Architectural shifts don’t stop there, either. We already see white-box devices built with custom switching chips (Broadcom’s for example), and there’s also growing interest in adding intelligence to interface cards to offload work and improve overall performance. This trend means that it’s very likely that we’ll see “servers” that serve something other than x64 hosting and that include local interface intelligence as well as a collection of CPU/GPUs.

Then there’s AI, which is spawning its own set of custom chips. Google’s Tensor chip, used in the new Pixel 6 family, has an integrated AI process accelerator, and vendors like Cadence and Maxim Integrated have AI processors. Experience already shows that these are likely to be integrated into server platforms, combined with all the other CPU, GPU, networking chips, and interface smarts.

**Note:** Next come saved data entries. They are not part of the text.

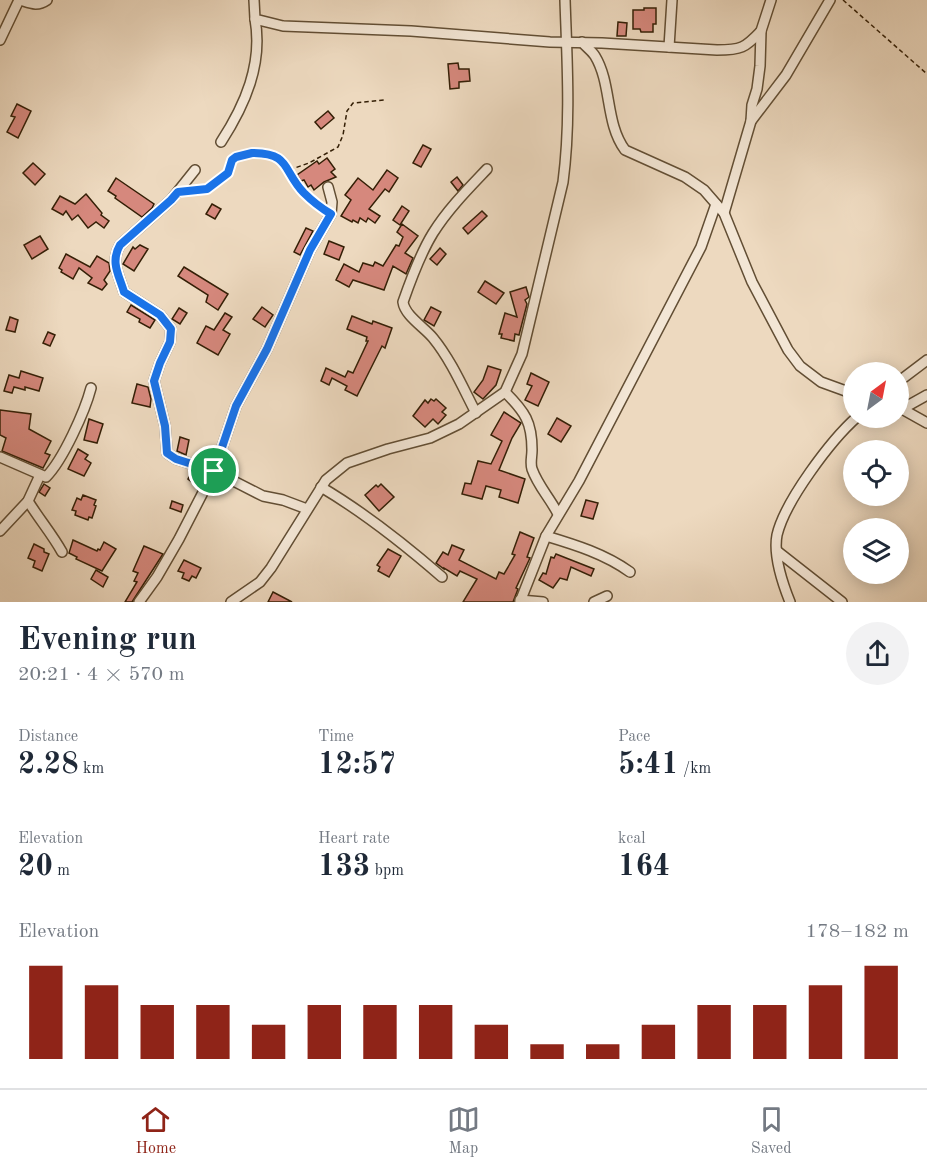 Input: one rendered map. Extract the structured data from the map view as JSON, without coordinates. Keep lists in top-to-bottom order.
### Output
{
  "north": "top right",
  "page": {
    "heading": ["Evening run", "20:21 · 4 × 570 m"],
    "stats": [
      ["Distance", "2.28 km"],
      ["Time", "12:57"],
      ["Pace", "5:41 /km"],
      ["Elevation", "20 m"],
      ["Heart rate", "133 bpm"],
      ["kcal", "164"]
    ],
    "chart": ["Elevation", "178–182 m"],
    "tabs": ["Home", "Map", "Saved"]
  }
} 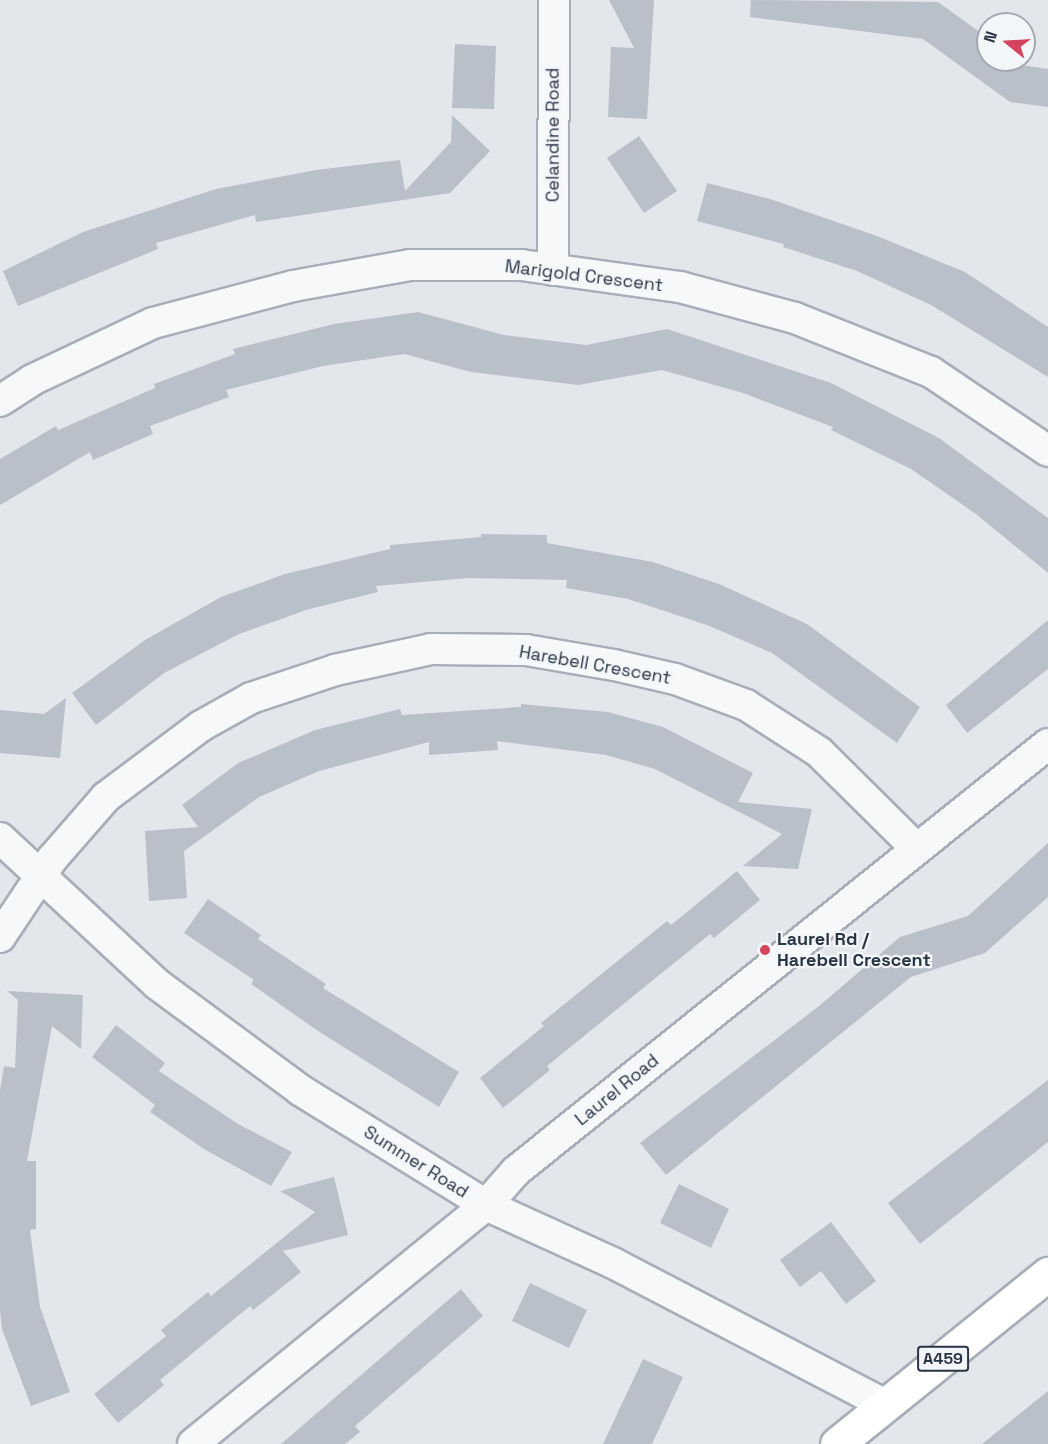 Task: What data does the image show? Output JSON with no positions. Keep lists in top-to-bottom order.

AI is already popular as a facilitator for some IoT applications, and as we start to face IoT for real (rather than for-ink, media-driven), we may well come up with IoT processes that could justify another set of custom silicon. The point is that as the volume of anything increases, the pressure to enhance its efficient processing increases too. If we do face edge, cloud, and network revolutions, those revolutions could be drivers of yet more diversity of custom chips.

Unless we assume that there’s only one chip vendor and one standard architecture for each of these chip types, there’s going to be an issue matching software to the hardware mixture of a given server. If we have three or four possible chip types, in two or three different versions, the combination that developers would have to deal with could be daunting; you could end up with a dozen or more different software versions, even if you took steps to constrain the mixture of chips in your deployment.

All of this poses management challenges at several levels. Deployment and redeployment of edge software (microservices) has to accommodate the specific architecture of a given server platform, if the architecture impacts how efficiently some microservices will run on a platform, or even if they’ll run at all. You could tune current orchestration tools (Kubernetes, Linkerd, etc.) to match complex platform features with complex microservice hosting needs, but the more custom chips you introduce, the more combinations you can expect, and the harder it is to manage the resulting puzzle.

The other level of management challenge this all creates is in the area of lifecycle or fault management. A multiplicity of platform configurations, combined with different data center switching vendors, can create a management problem in the very spot where you can’t afford to have one, where real-time systems that generate events are hosted.

This is the kind of challenge that cries out for a virtualization/abstraction solution. The smart approach at both the development and operations level would be an abstraction of the functionality of a given chip type, with a “driver” (like the P4 driver in switching chips) that matched the abstract or virtual device to one of multiple implementations of the basic functionality. We don’t have a good abstraction for anything much today; even P4 isn’t supported universally (in fact, the most commonly used chips, from Broadcom, don’t support it). In the near term, it’s likely that white-box vendors will provide platforms that have a specific chip/vendor mix and provide the necessary drivers. That could mean that software will initially support only a subset of the possible combinations, since there’s not even a good driver standard today.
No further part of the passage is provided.